Il Piano di welfare unilaterale può essere attuato anche semplicemente introducendo nello studio professionale il pacchetto di misure destinate ai dipendenti/collaboratori (non si tratta, ovviamente, di collaboratori occasionali) e non richiede alcuna formalità procedurale.

Una volta deciso quali beni e servizi destinare ai dipendenti, il datore di lavoro dovrà definire le regole di accesso alle misure, stabilendo:

  1. la categoria omogenea o la generalità dei dipendenti/collaboratori;
  2. le modalità concrete per fruire dei pacchetti di welfare: mediante documenti di legittimazione, in formato cartaceo o elettronico o attraverso l’utilizzo di una piattaforma web;
  3. il valore complessivo degli stessi: l’insieme di beni e servizi messi a disposizione dal datore per un valore prefissato (c.d. credito virtuale) assegnato per ogni dipendente/collaboratore.

L’avvio del piano deve essere comunicato ai dipendenti con qualsiasi forma.

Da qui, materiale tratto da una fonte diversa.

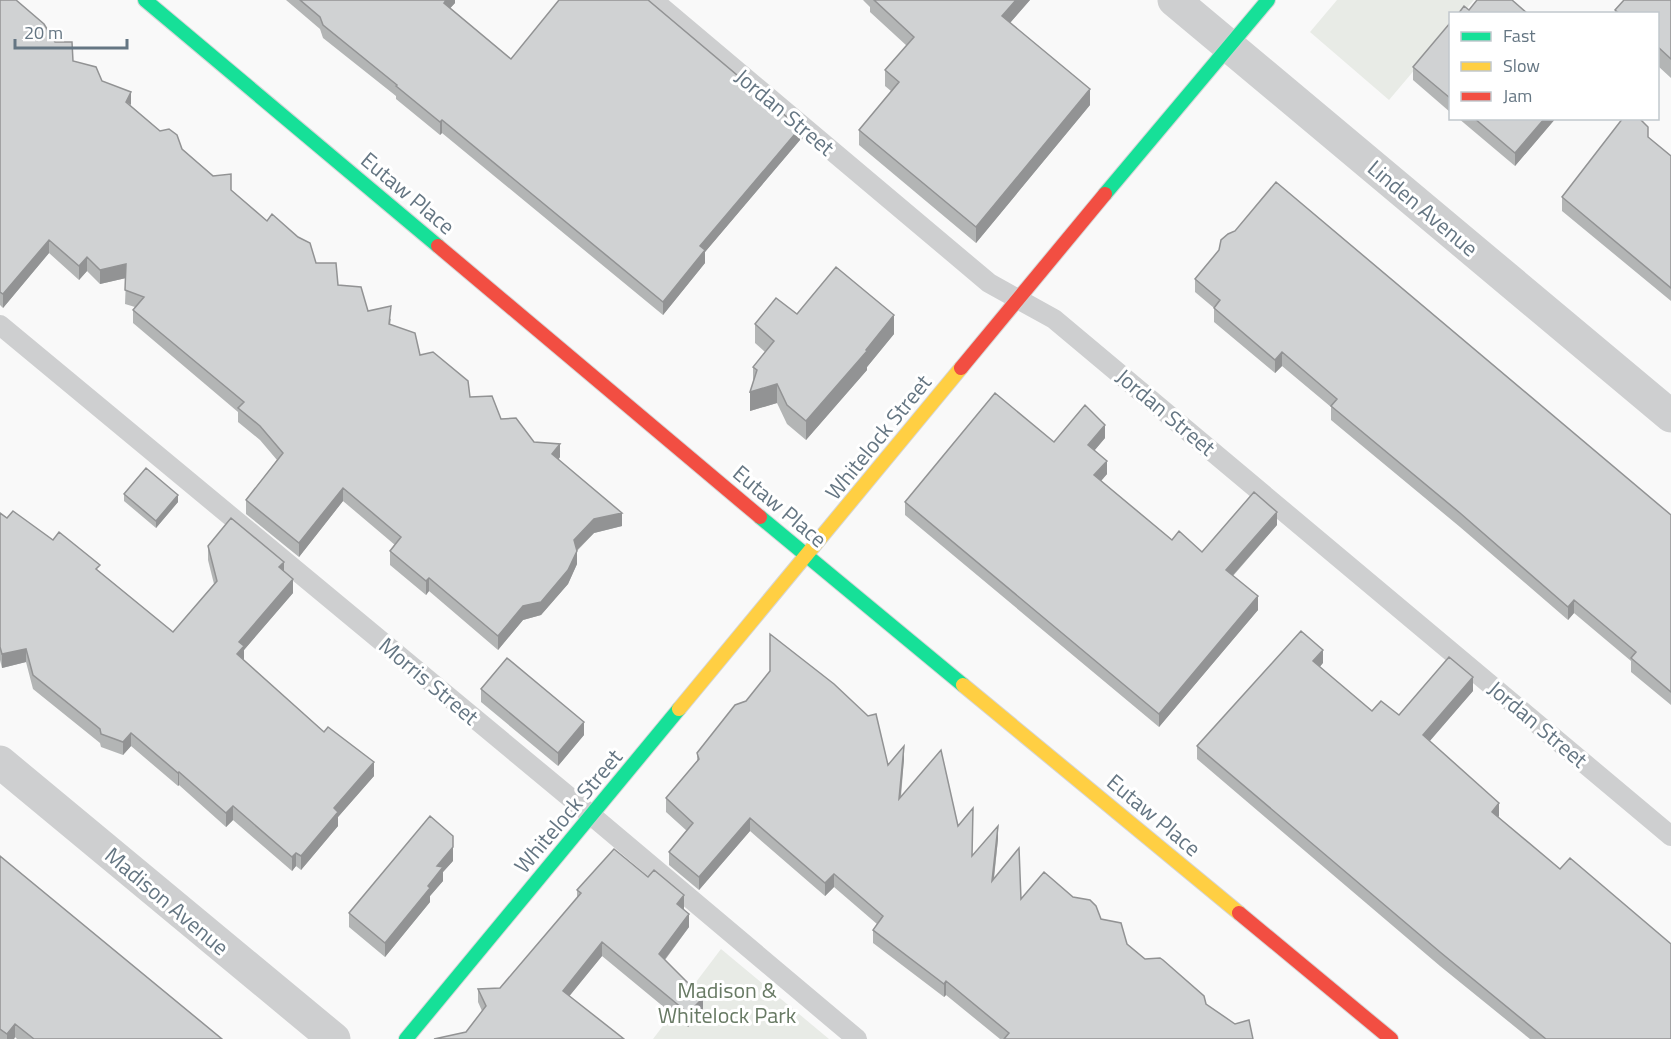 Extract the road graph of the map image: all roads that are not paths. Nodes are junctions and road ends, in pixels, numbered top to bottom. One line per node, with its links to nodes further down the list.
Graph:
1 (145, 0): 9 (street, Eutaw Place)
2 (653, 0): 6 (lane, Jordan Street)
3 (1174, 0): 5 (street, Linden Avenue)
4 (1268, 0): 5 (street, Whitelock Street)
5 (1230, 46): 6 (street, Whitelock Street); 8 (street, Linden Avenue)
6 (1018, 299): 9 (street, Whitelock Street); 12 (lane, Jordan Street)
7 (0, 325): 11 (lane, Morris Street)
8 (1671, 416)
9 (807, 556): 11 (street, Whitelock Street); 16 (street, Eutaw Place)
10 (0, 762): 13 (street, Madison Avenue)
11 (591, 815): 14 (street, Whitelock Street); 15 (lane, Morris Street)
12 (1671, 836)
13 (334, 1039)
14 (406, 1039)
15 (857, 1039)
16 (1391, 1039)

L’Agenzia delle entrate nella risposta all’interpello n. 10 del 25.1.2019 ha chiarito che richiamo all’articolo 95 del Tuir, fa si che attivare un piano di welfare aziendale tramite un regolamento vincolante comporta per il datore di lavoro la possibilità di dedurre, ai fini del reddito d’impresa, l’intero costo sostenuto dal datore di lavoro senza il limite del 5 per mille imposto dall’art. 100 del Tuir che invece, prevede la concessione liberale (e quindi revocabile in qualunque momento) degli elencati benefici da parte del datore di lavoro.

 

 

I Piani di welfare per accordo sindacale

Ulteriore possibilità di attivazione del piano di welfare è quella di siglare un accordo con le rappresentanze sindacali. Le organizzazioni sindacali titolate a sottoscrivere un accordo di questa natura sono quelle individuate dall’art. 51 del d.lgs. n. 81 del 2015, cioè le associazioni comparativamente più rappresentative sul piano nazionale e nelle loro rappresentanze sindacali aziendali ovvero nella rappresentanza sindacale unitaria.

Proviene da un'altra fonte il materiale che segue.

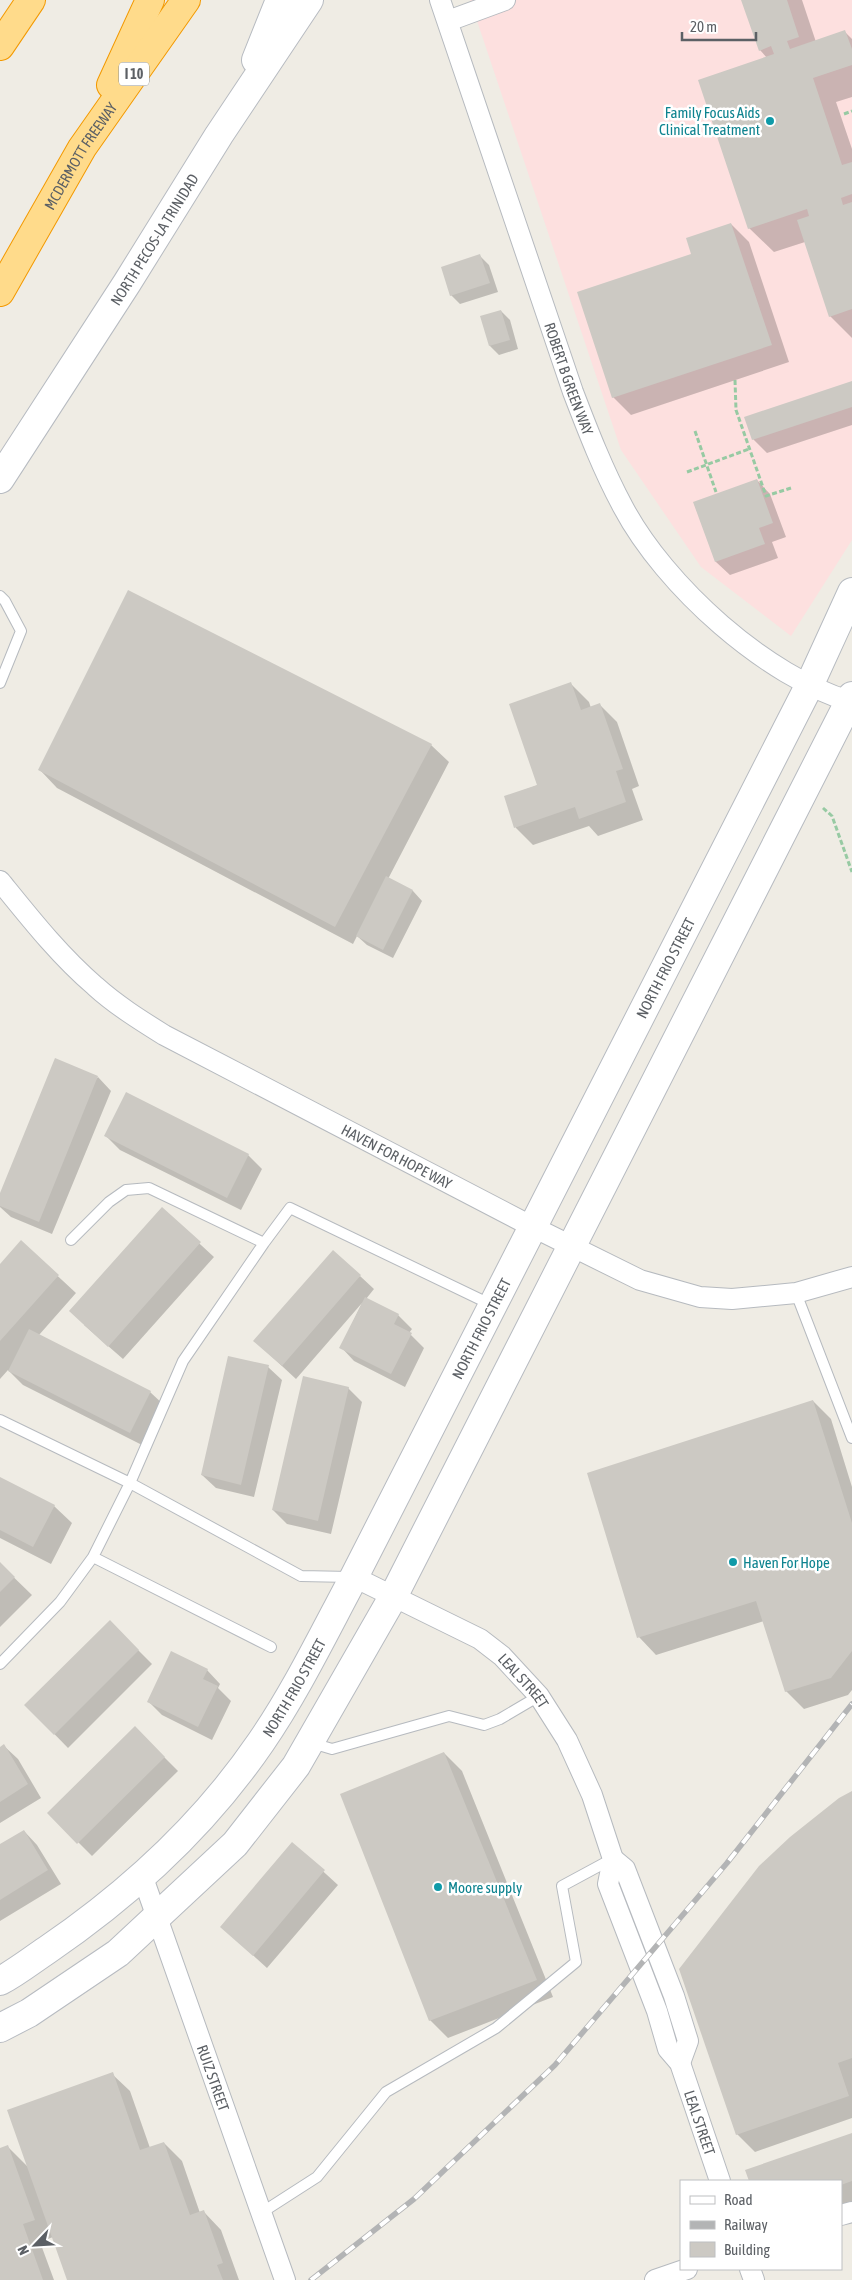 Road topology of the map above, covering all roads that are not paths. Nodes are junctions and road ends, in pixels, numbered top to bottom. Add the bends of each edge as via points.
1 (31, 0) edge
2 (150, 0) edge
3 (186, 0) edge
4 (280, 0) edge
5 (310, 0) edge
6 (440, 0) edge
7 (505, 0) edge
8 (448, 21) junction
9 (2, 44) edge
10 (220, 136) junction
11 (82, 148) junction
12 (0, 292) edge
13 (0, 479) edge
14 (852, 592) edge
15 (0, 596) edge
16 (0, 683) edge
17 (809, 686) junction
18 (851, 700) edge
19 (0, 881) edge
20 (531, 1226) junction
21 (71, 1240) dead end
22 (264, 1243) junction
23 (571, 1245) junction
24 (852, 1277) edge
25 (796, 1293) junction
26 (492, 1305) junction
27 (0, 1420) edge
28 (852, 1438) edge
29 (130, 1483) junction
30 (93, 1557) junction
31 (354, 1578) junction
32 (393, 1597) junction
33 (271, 1647) dead end
34 (0, 1664) edge
35 (539, 1696) junction
36 (310, 1742) junction
37 (613, 1859) junction
38 (142, 1875) junction
39 (158, 1916) junction
40 (0, 1981) edge
41 (0, 2028) edge
42 (720, 2180) edge
43 (261, 2213) junction
44 (684, 2270) edge
45 (285, 2280) edge
46 (655, 2280) edge

1 - 9 highway
2 - 11 highway
3 - 11 highway, MCDERMOTT FREEWAY / I 10
4 - 10 main road via 247,82
5 - 10 main road, NORTH PECOS-LA TRINIDAD
6 - 8 street, ROBERT B GREEN WAY
7 - 8 street
8 - 17 street, ROBERT B GREEN WAY via 573,392 595,450 623,508 674,579 704,609 746,646
10 - 13 main road, NORTH PECOS-LA TRINIDAD
11 - 12 highway, MCDERMOTT FREEWAY / I 10
14 - 17 main road, NORTH FRIO STREET
15 - 16 lane via 21,631
17 - 18 street, ROBERT B GREEN WAY
17 - 20 main road, NORTH FRIO STREET
18 - 23 main road
19 - 20 street, HAVEN FOR HOPE WAY via 65,958 128,1013 164,1035
20 - 23 street, HAVEN FOR HOPE WAY
20 - 26 main road, NORTH FRIO STREET
21 - 22 lane via 109,1202 126,1190 149,1188
22 - 26 lane via 290,1208
22 - 29 lane via 183,1361
23 - 25 street, HAVEN FOR HOPE WAY via 640,1280 700,1296 732,1299
23 - 32 main road
24 - 25 street, HAVEN FOR HOPE WAY
25 - 28 lane
26 - 31 main road, NORTH FRIO STREET
27 - 29 lane
29 - 30 lane
29 - 31 lane via 301,1576
30 - 33 lane
30 - 34 lane via 60,1602
31 - 32 street, LEAL STREET
31 - 38 main road, NORTH FRIO STREET via 261,1742 203,1816
32 - 35 street, LEAL STREET via 480,1639 502,1656
32 - 36 main road
35 - 36 lane via 484,1725 449,1716 332,1750
35 - 37 street, LEAL STREET via 570,1748 592,1795
36 - 39 main road via 296,1766 235,1844
37 - 42 street, LEAL STREET via 608,1884 657,2011 668,2049 680,2063
37 - 43 lane via 562,1886 576,1962 496,2028 386,2092 317,2177
38 - 39 street, RUIZ STREET
38 - 40 main road, NORTH FRIO STREET via 92,1920
39 - 41 main road via 118,1953 29,2013
39 - 43 street, RUIZ STREET
43 - 45 street, RUIZ STREET
44 - 46 street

Anche il piano di welfare costituito tramite accordo sindacale (come, peraltro, già visto quello con atto unilaterale) consente, come già detto, la piena deducibilità dei costi sostenuti dal datore ai fini del reddito d’impresa e contestualmente la non tassazione in capo al dipendente.

 

 

Welfare – gli aspetti operativi

Gli studi professionali possono gestire i piani di welfare, predisposti nel rispetto della relativa normativa, anche (e oramai soprattutto) attraverso l’utilizzo di piattaforme web (gestite da aziende specializzate). I fruitori che ne hanno diritto, con apposite credenziali di accesso, possono spendere il budget assegnato scegliendo tra i benefit inseriti nella piattaforma stessa che soddisfano le proprie esigenze ovvero quelle dei propri familiari, raggiungendo così l’obiettivo del piano di welfare: maggiore potere di acquisto delle somme virtuali assegnate, benessere e, quindi, ripercussione positiva in termini di produttività.

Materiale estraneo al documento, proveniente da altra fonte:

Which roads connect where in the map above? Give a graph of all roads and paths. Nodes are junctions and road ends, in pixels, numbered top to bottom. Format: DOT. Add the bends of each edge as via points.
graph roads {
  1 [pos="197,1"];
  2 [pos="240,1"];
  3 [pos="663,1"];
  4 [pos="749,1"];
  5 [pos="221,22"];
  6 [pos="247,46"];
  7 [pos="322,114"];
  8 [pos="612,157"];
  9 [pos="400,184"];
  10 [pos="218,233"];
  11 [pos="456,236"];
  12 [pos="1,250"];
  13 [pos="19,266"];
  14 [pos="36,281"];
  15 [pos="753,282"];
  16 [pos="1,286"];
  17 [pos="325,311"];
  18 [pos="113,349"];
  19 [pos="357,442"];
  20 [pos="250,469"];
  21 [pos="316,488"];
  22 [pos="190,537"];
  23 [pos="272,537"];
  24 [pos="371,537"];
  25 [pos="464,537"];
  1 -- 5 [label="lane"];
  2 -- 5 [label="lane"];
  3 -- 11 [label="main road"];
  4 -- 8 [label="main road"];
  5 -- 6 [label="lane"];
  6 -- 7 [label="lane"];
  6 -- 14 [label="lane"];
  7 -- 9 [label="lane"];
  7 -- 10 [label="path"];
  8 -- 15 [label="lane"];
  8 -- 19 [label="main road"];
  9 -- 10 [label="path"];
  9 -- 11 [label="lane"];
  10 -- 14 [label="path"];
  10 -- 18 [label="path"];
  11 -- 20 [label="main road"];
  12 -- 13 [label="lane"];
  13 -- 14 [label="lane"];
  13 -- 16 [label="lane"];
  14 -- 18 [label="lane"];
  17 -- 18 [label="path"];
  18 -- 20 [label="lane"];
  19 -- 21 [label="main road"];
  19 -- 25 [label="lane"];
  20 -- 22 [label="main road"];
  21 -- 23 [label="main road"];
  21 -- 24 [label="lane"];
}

Viene prevista la possibilità che lo stesso dipendente può, chiedere virtualmente che venga inserito sulla piattaforma telematica un apposito bene o servizio (convenzionando l’esercente alla piattaforma), non presente sempre che ricompreso nel paniere dei benefit previsti dalla normativa vigente. Peraltro, al fine di rendere più agevole l’utilizzo del welfare aziendale il legislatore ha introdotto la possibilità di erogare benefit e prestazioni di welfare mediante voucher nominativi.